The last thing to remember is to be kind to yourself, don’t push yourself, thinking it will be fine, chances are it wont. Allow more time than most people would to get from a to b, and try as much as possible to travel light and organised . (Ill write another post about that one soon!)


Happy Travels





The Basics

Hello and welcome to what I hope to be a great place for all my fellow travel loving spoonies out there. With this Blog I hope to share support, ideas and experiences as well as anecdotes of my life.  So lets start by getting to know me.

Just by the title, you’ve already guessed that I love travelling and I’m a spoonie.  If you don’t know what a spoonie is then check out this; Blog: https://butyoudontlooksick.com/articles/written-by-christine/the-spoon-theory/

but here are a few other details:

I am over 40. (Lets just leave that one there!)

I like to travel solo, but sometimes I travel with others.

I am an introvert.

I am  divorced  with 2 grown up kids.

I work part time in a job that I love, but I suspect that wont come up much on this blog.

I live in regional Victoria, Australia, near the beach, which I love.

As for my health, well, thats a saga so here are a few bits and pieces.

In 2004 I was diagnosed with Hyper Excitable Peripheral Nerve Syndrome. (Isaac Syndrome)   No one has heard of it.  There are possibly 5 or 6 people in Australia with it.
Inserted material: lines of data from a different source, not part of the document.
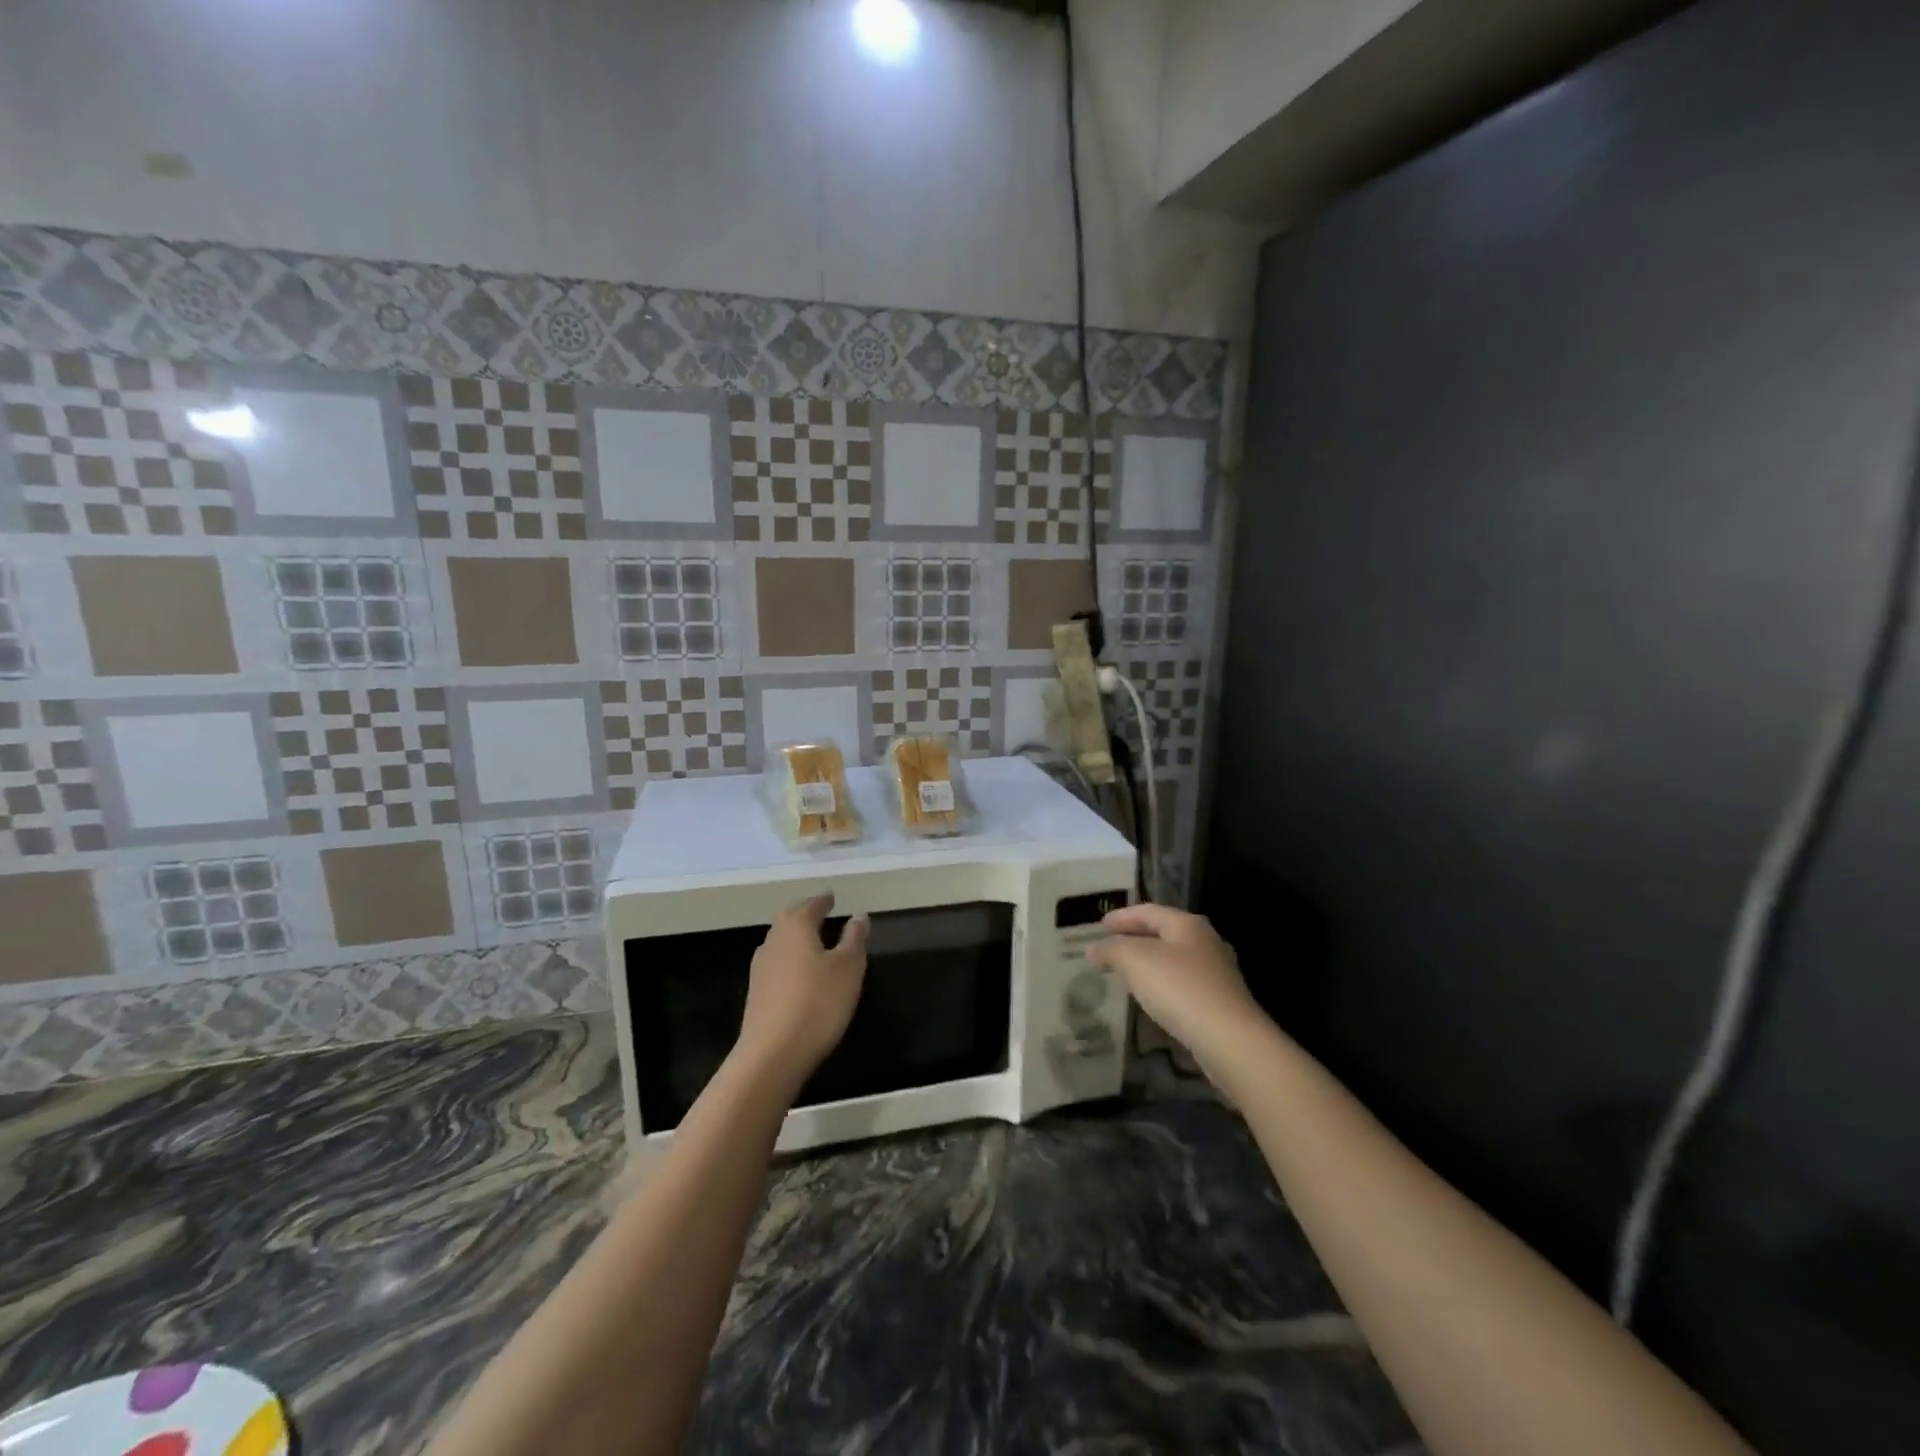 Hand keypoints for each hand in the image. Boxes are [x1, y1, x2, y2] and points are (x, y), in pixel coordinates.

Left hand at [734, 893, 869, 1091]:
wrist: (773, 1054)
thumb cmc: (818, 1002)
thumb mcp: (849, 968)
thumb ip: (854, 938)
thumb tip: (859, 915)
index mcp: (795, 926)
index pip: (811, 905)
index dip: (824, 900)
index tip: (832, 896)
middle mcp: (773, 940)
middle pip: (790, 919)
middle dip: (806, 914)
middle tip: (822, 913)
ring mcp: (760, 967)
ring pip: (781, 941)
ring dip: (797, 937)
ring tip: (814, 941)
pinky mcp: (756, 993)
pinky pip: (777, 964)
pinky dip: (790, 959)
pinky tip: (800, 973)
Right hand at [1088, 903, 1265, 1073]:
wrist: (1230, 1040)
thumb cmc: (1180, 988)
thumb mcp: (1135, 961)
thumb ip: (1111, 950)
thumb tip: (1093, 949)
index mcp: (1187, 925)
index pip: (1148, 911)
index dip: (1121, 916)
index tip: (1099, 925)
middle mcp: (1205, 943)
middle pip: (1164, 933)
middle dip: (1135, 938)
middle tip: (1110, 947)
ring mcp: (1217, 974)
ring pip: (1174, 960)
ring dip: (1148, 963)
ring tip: (1125, 973)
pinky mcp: (1220, 1003)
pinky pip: (1183, 985)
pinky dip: (1162, 986)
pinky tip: (1151, 999)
Its actually so rare that I cant even find a decent website to link to,

and just because life isn’t even that simple, I also have a long list of other things:

Apparently I have fibromyalgia.  I say apparently as it was a psychologist who diagnosed this not a GP.  I have friends with Fibro, and I see what they go through, and I can see the similarities, but Ive never been entirely sure if what I experience is a part of the Isaacs Syndrome or is additional to.

I have asthma.

I have extremely low Vitamin D and Iron Levels.  The Vitamin D is managed with big dose supplements, but the Iron is causing me some grief.  Supplements haven’t worked, and so surgery is scheduled for early December.

Oh and lets not forget the big ‘C’ word.  Yep, cancer….well, I feel a bit of an imposter when I say that.  I had a stage 1 melanoma cut out of my leg early this year, and its all gone.  But I have to have 3 monthly checks and when I go into the clinic, the treat me like a cancer patient, the language they use is reassuring, but they don’t beat around the bush, I am a cancer patient. But I feel like a cancer patient is one who has been through chemo and had months of stress and pain, and so, I feel like the imposter.

Migraines.  Yep those too, although, to be honest, they are few and far between these days, thanks to living a life of much less stress.